The best jockeys tend to fare best, a cause and effect symbiosis where success breeds success. Jamie Codd has won this four times, and he rides Gordon Elliott’s Measureofmydreams. Supported from 33/1 into about 5/1 now, the connections certainly wouldn’t put you off; his three prior Festival jaunts have ended 830, the 3 recorded in the National Hunt Chase. A stout stayer who has had plenty of time off – just one run since spring 2017 – he is ten pounds below his peak rating and will get the ice cold Codd patient ride.

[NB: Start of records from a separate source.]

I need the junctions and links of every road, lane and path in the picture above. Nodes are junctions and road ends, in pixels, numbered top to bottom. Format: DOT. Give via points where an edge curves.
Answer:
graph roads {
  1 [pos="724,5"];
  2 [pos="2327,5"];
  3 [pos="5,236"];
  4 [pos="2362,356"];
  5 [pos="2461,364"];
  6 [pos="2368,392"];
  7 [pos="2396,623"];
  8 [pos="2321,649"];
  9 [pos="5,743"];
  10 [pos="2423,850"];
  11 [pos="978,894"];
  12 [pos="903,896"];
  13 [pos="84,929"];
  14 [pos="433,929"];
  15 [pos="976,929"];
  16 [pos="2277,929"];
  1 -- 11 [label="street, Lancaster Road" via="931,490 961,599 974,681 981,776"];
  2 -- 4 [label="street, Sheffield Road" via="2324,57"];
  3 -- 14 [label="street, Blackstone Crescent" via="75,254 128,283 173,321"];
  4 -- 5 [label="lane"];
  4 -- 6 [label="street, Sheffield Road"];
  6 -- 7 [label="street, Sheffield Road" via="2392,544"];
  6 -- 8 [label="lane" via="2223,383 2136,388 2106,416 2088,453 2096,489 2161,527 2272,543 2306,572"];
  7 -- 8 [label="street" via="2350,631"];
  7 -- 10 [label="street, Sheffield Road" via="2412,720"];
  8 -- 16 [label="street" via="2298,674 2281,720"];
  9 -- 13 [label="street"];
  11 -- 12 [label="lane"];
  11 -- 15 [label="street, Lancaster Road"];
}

Only one of the last ten winners has been sent off bigger than 16/1 so it’s not a race in which to get too gung ho. Others at the head of the market include the aptly named It’s All Guesswork, Any Second Now, No Comment and Sky Pirate. Dealing with the Guesswork first, he’s a second string to the Elliott bow who has been consistent all season but perhaps isn’t as well handicapped as some as a consequence.

Any Second Now is quite interesting. He seemed to be outpaced in the Close Brothers last season and has been staying on in his three mile races this term. The extra range here and the booking of the excellent Derek O’Connor looks a beneficial combination.

No Comment has been very lightly raced though has run creditably at the last two Festivals, finishing seventh in the Martin Pipe in 2017 and sixth in the National Hunt Chase last year. Clearly seen as a stayer, this will be his first handicap chase spin.

Sky Pirate was travelling like the winner when coming down over a similarly extended three miles here at the November meeting. A warm up spin at Exeter last month will have put him spot on for this main challenge, and he’s another that is interesting if not missed in the market.

At bigger prices, Se Mo Laoch would appeal if getting a run. The second reserve has been first or second in each of his last six races, and in the first three in each of his last nine. Incredibly, he’s elevated from a mark of 82 (!) to 130 and seems to handle big fields and long distances with aplomb.

And there’s just room for an honourable mention for Squouateur, perhaps the unluckiest horse in training, certainly in terms of his Festival performances. With a name made for Scrabble, his form figures of BPP0F also fit that bill. But he was (an unlucky in running) 3rd in this race last year off a 3lb lower mark, and was just getting into it when unseating three out in the Kim Muir of 2017. With a clear round, something that, granted, seems fairly unlikely, he might be a ‘forgotten’ horse. Faller insurance would be a smart concession to avail of if you otherwise like his chance.

Kim Muir Pace Map


Kim Muir Selection

As with all the handicaps, it’s no more than a token pick in another deep deep heat. I’ll plump for Any Second Now, for whom the trip might be ideal.

Suggestion: Back Any Second Now each way at 10/1 (1/5 12345 Hills, Victor, Unibet)


That’s the shape of Day 3, Thursday. My fate for the day, and maybe the week, will be sealed by the Ryanair Chase; so please think of me regardless of the result of there!